EXERCISE OBJECTIVE: A verbatim copy of every record is required, and no pictures should be included.

--- RECORDED DATA Enclosed Below ---

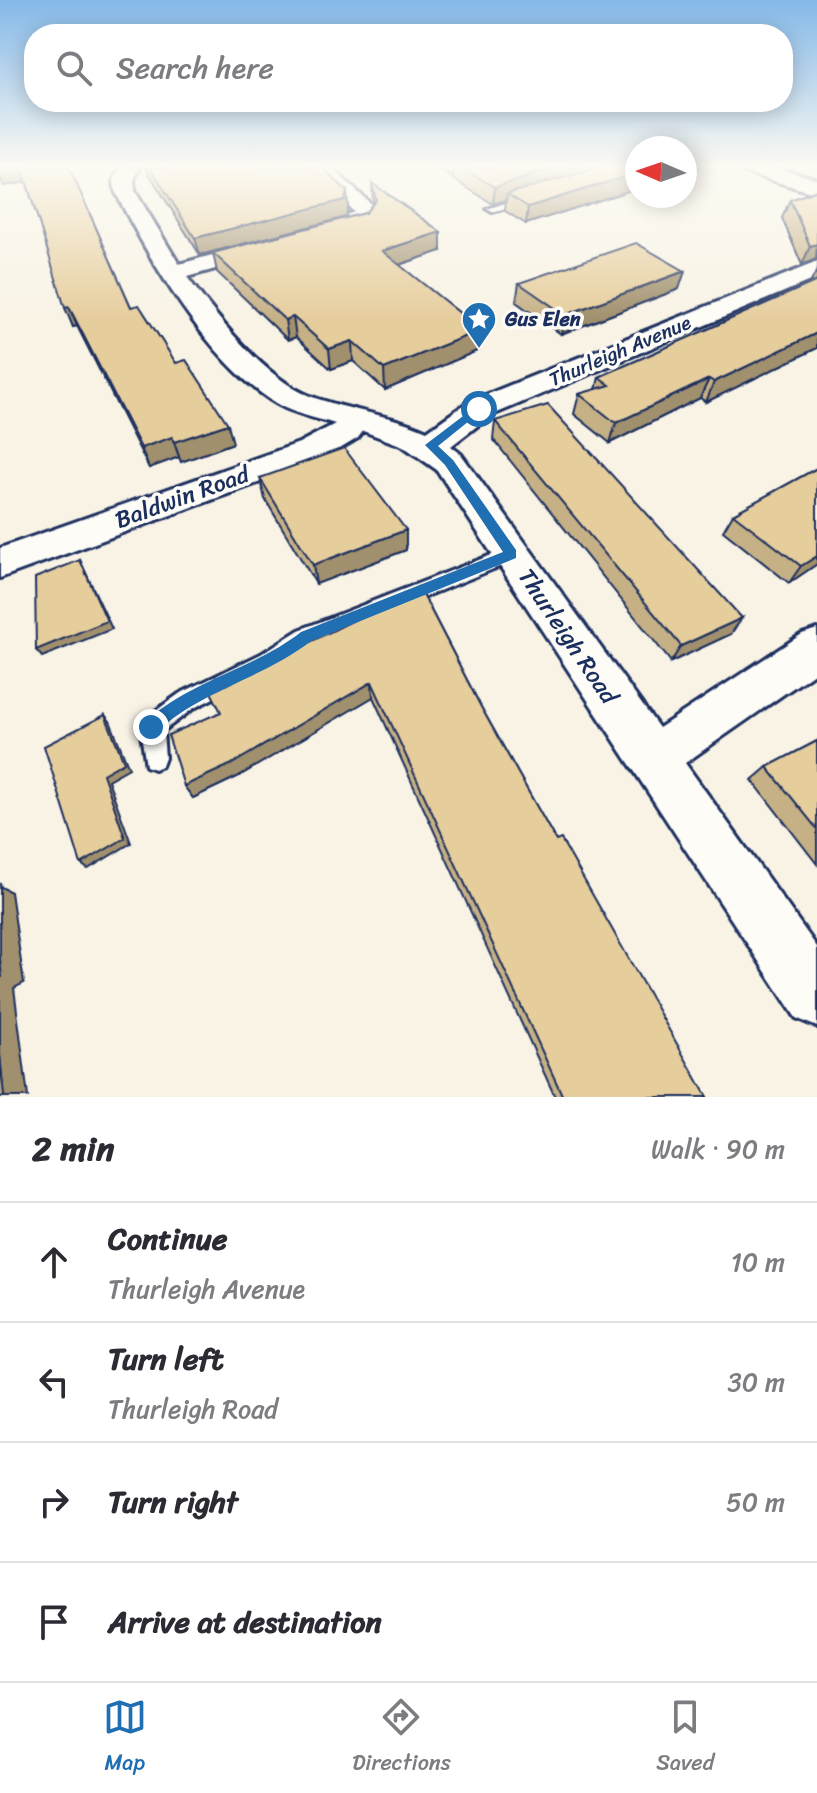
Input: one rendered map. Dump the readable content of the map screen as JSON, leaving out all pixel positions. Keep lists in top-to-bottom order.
{
  "streets": {
    "street": ["Thurleigh Avenue", "Baldwin Road", "Thurleigh Road"]
  },
  "crossings": [
    ["Thurleigh Avenue", "Thurleigh Road"],
    ["Baldwin Road", "Thurleigh Road"]
  ],
  "places": {
    "place": ["Gus Elen"]
  },
  "north": "left",
  "page": {
    "search": "Search here",
    "heading": ["2 min", "Walk · 90 m"],
    "list": [
      ["Continue", "Thurleigh Avenue", "10 m"],
      ["Turn left", "Thurleigh Road", "30 m"],
      ["Turn right", "50 m"],
      "Arrive at destination"
    ],
    "nav": ["Map", "Directions", "Saved"]
  }
}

--- End of Enclosed RECORDED DATA ---

RESULT FOR THIS EXERCISE:
Input: one rendered map. Dump the readable content of the map screen as JSON, leaving out all pixel positions. Keep lists in top-to-bottom order.
{
  "streets": {
    "street": ["Thurleigh Avenue", "Baldwin Road", "Thurleigh Road"]
  },
  "crossings": [
    ["Thurleigh Avenue", "Thurleigh Road"],
    ["Baldwin Road", "Thurleigh Road"]
  ],
  "places": {
    "place": ["Gus Elen"]
  },
  "north": "left",
  "page": {
    "search": "Search here",
    "heading": ["2 min", "Walk · 90 m"],
    "list": [
      ["Continue", "Thurleigh Avenue", "10 m"],
      ["Turn left", "Thurleigh Road", "30 m"],
      ["Turn right", "50 m"],
      "Arrive at destination"
    ],
    "nav": ["Map", "Directions", "Saved"]
  }
}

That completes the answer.